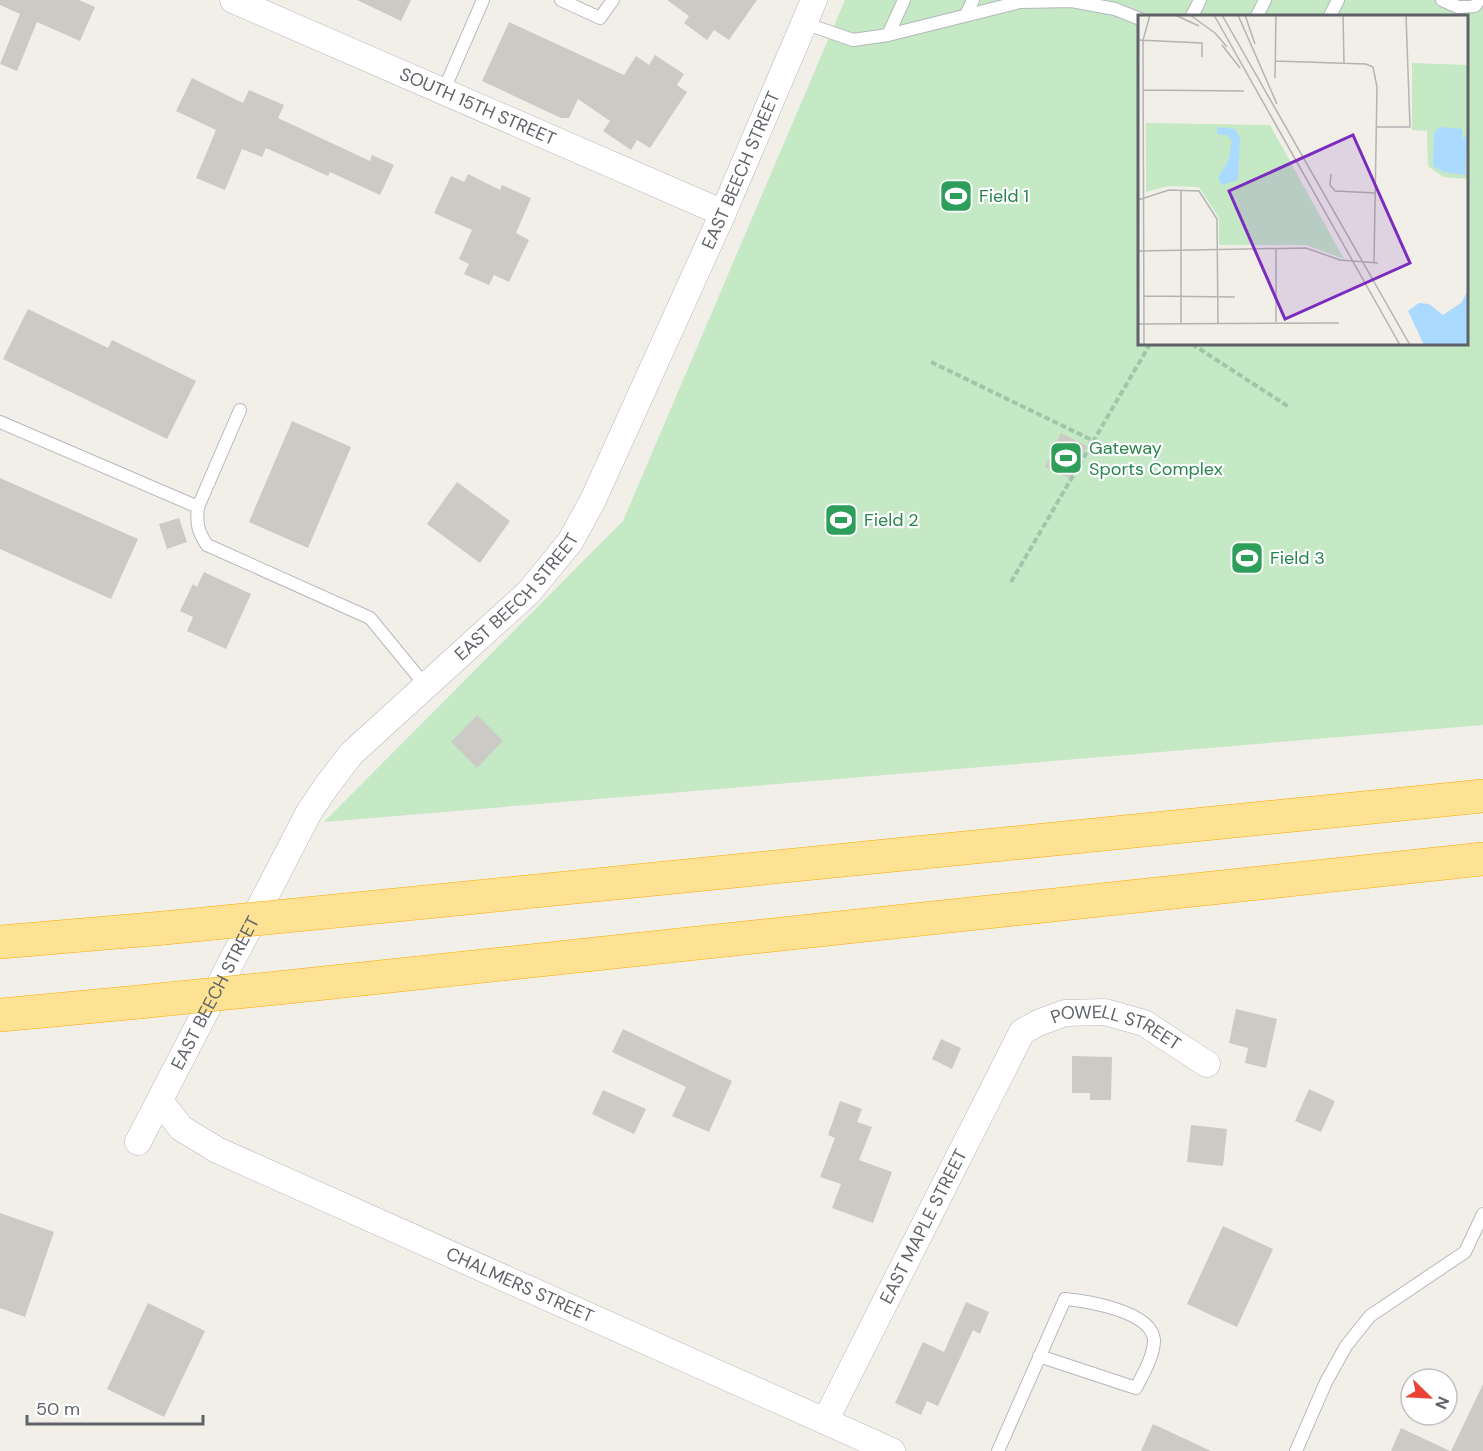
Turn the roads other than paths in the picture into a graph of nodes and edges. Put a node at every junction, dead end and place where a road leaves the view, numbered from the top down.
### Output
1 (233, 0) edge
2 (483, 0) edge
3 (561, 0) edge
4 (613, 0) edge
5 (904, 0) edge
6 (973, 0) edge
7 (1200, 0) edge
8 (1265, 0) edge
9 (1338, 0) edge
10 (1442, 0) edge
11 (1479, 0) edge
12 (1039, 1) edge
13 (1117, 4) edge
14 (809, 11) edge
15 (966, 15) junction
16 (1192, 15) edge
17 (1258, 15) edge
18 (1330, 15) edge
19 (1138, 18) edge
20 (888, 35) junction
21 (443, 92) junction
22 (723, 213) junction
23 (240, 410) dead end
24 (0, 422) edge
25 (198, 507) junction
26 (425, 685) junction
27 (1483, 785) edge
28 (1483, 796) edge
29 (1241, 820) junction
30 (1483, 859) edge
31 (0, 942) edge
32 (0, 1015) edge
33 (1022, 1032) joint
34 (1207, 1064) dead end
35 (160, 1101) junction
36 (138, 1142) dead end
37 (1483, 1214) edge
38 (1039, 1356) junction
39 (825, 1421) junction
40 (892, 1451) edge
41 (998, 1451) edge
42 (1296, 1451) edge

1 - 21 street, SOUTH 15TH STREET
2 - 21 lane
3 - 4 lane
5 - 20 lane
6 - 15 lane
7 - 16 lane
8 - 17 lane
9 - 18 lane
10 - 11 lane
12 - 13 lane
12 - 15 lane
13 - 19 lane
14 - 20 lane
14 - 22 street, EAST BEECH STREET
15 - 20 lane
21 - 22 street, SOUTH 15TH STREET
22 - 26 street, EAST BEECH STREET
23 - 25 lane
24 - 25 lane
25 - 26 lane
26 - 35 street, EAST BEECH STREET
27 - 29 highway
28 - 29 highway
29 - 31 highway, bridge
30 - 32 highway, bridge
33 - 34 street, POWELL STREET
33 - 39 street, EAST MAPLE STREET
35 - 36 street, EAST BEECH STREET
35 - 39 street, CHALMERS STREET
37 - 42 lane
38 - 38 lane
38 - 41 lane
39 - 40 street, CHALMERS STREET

——————

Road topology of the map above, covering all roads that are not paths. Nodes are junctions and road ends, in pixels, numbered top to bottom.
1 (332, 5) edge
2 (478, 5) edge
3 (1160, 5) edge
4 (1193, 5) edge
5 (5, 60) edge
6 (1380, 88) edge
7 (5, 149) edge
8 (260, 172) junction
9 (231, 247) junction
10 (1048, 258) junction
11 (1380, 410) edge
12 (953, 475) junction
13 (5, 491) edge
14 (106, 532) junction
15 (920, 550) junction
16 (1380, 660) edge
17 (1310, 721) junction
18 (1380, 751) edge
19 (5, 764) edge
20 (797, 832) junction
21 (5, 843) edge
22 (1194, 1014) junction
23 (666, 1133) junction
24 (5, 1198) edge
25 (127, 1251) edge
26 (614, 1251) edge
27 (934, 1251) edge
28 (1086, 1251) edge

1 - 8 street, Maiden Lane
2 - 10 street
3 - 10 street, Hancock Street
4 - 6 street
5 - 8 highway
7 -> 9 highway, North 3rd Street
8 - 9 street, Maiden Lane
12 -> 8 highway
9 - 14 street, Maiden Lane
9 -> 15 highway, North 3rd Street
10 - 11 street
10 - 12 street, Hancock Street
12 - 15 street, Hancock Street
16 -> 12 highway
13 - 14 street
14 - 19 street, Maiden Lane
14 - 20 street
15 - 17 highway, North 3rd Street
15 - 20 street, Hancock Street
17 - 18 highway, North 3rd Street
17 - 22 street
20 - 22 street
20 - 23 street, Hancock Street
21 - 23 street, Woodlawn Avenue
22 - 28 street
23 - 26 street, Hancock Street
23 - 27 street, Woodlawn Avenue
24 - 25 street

——————

- **EXERCISE DIRECTIONS**
If a line in the records contains the word "paths", copy it.

- **RESPONSE TO THIS TASK**
Turn the roads other than paths in the picture into a graph of nodes and edges. Put a node at every junction, dead end and place where a road leaves the view, numbered from the top down.
Road topology of the map above, covering all roads that are not paths. Nodes are junctions and road ends, in pixels, numbered top to bottom.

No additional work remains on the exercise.